SIMD machines execute efficiently on the types of problems for which they were designed, but there are limitations to their applications. Disappointed numerical analysts discovered soon after the first SIMD machines were programmed that the projected speed improvements were not obtained. The cause was found to be program sections that are not vector operations. In the limit that vector operations take zero time, the maximum throughput is determined by the execution of the non-vector (scalar) instructions in SISD mode (see [65]).
Most parallel computers built since the Illiac IV have been MIMD systems. Here, the individual processors run under the control of their own program, which allows great flexibility in the tasks the processors can do at any given time. Theoretically, this flexibility allows the application programmer to run a greater fraction of the problem in parallel than with vector processing alone. In practice, programming MIMD machines is difficult because of the inherent complexity of multiple processors doing different things simultaneously, as well as the general lack of automatic parallel decomposition software tools. It also introduces the problem of synchronization. In an SIMD system, synchronization of the individual processors is carried out by the controller, but in an MIMD system other mechanisms must be used to ensure that the processors are doing their tasks in the correct order with the correct data.
For many problems, the programs in the individual processors for an MIMD system may be identical (or nearly so). Thus, all programs are carrying out the same operations on different sets of data, just as SIMD machines would do. This gives rise to the Single-Program Multiple-Data (SPMD) model of computation.
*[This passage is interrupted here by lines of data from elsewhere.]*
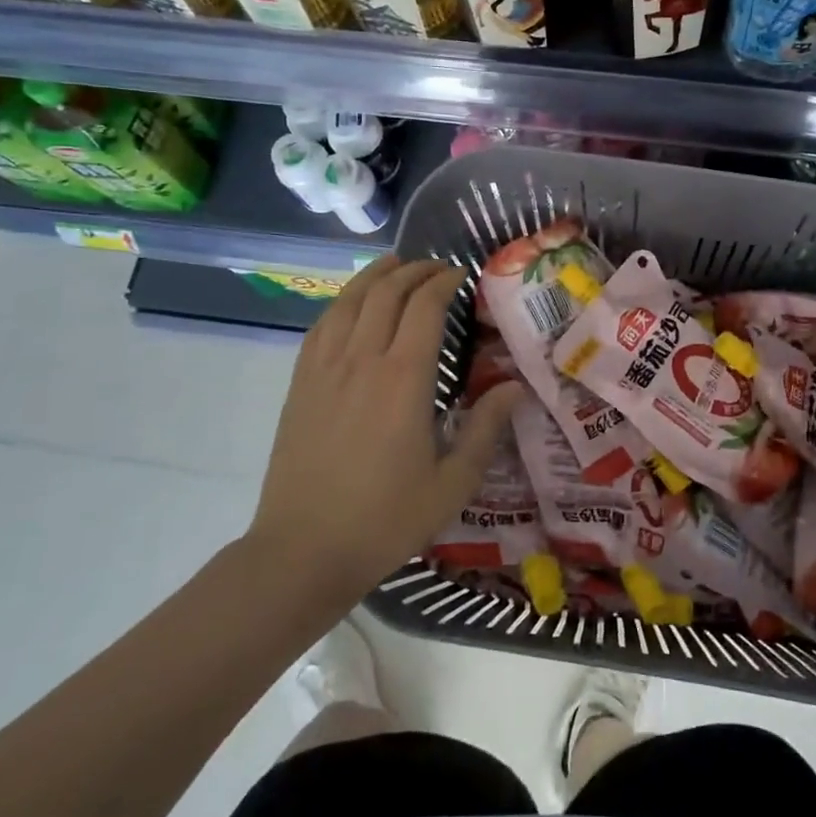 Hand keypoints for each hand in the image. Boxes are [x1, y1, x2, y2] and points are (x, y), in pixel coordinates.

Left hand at [245, 256, 523, 603]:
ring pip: (349, 301)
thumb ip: (485, 428)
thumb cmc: (386, 519)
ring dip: (375, 276)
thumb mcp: (452, 482)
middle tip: (436, 268)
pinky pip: (321, 325)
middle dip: (414, 271)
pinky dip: (342, 302)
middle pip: (386, 293)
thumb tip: (514, 387)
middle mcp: (362, 360)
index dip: (444, 281)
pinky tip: (351, 304)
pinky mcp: (300, 384)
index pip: (425, 306)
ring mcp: (325, 369)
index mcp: (404, 378)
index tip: (461, 275)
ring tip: (395, 266)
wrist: (304, 550) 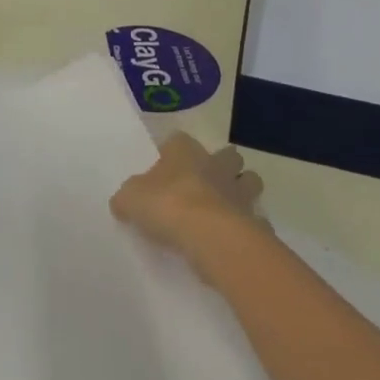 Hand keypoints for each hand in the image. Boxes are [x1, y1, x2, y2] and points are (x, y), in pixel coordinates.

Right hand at [111, 133, 265, 260]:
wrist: (211, 236)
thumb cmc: (168, 206)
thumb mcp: (131, 200)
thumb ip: (127, 199)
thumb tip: (122, 203)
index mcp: (185, 153)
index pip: (180, 140)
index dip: (174, 150)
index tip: (168, 164)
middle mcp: (215, 165)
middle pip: (227, 155)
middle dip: (223, 164)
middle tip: (208, 182)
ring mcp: (240, 192)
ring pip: (250, 181)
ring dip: (243, 190)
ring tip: (228, 208)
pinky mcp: (255, 221)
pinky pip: (257, 220)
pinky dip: (251, 227)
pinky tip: (238, 239) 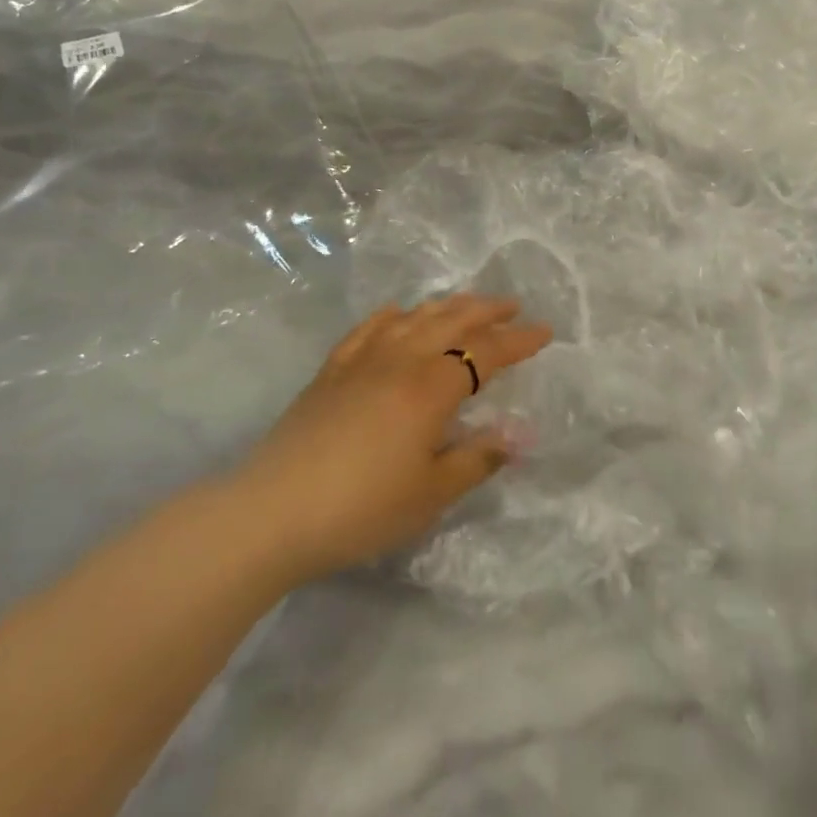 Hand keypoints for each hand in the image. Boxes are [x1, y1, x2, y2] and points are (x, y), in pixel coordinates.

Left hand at [236, 295, 552, 586]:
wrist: (270, 513)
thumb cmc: (361, 508)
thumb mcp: (431, 494)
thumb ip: (477, 459)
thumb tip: (517, 436)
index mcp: (432, 387)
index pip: (487, 352)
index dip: (520, 340)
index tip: (546, 332)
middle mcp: (401, 360)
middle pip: (452, 321)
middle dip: (487, 310)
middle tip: (512, 306)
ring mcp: (362, 360)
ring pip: (414, 317)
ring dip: (447, 306)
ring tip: (467, 303)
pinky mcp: (331, 370)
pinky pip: (368, 329)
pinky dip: (392, 316)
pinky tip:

Another important dichotomy in parallel computers is shared versus distributed memory. An example of shared memory system with four processors is illustrated in Figure 4.2. Here, all the processors have access to a common memory. Each processor can also have its own local memory for program code and intermediate results. Interprocess communication consists simply of writing to and reading from the common data area, a fast operation because it occurs at random memory access rates. Shared memory architectures also lend themselves to conventional time-sharing applications with multiple users running multiple jobs. Since each user's program and data reside in a common memory area, jobs can be assigned to CPUs dynamically for the purpose of load balancing.
A serious disadvantage is that different processors may wish to use the common memory simultaneously, in which case there will be a delay until the memory is free. This delay, called contention time, can increase as the number of processors increase. Typically, shared memory has been used for systems with a small number of processors such as Cray machines with up to 16 processors.
An alternative to shared memory systems is distributed memory systems, in which each processor can address only its own local memory. Communication between processors takes place by message passing, in which data or other information is transferred between processors. The most practical massively parallel computers are distributed memory MIMD systems. The connection machine CM-5, the Intel Paragon, and the IBM SP-1 are examples.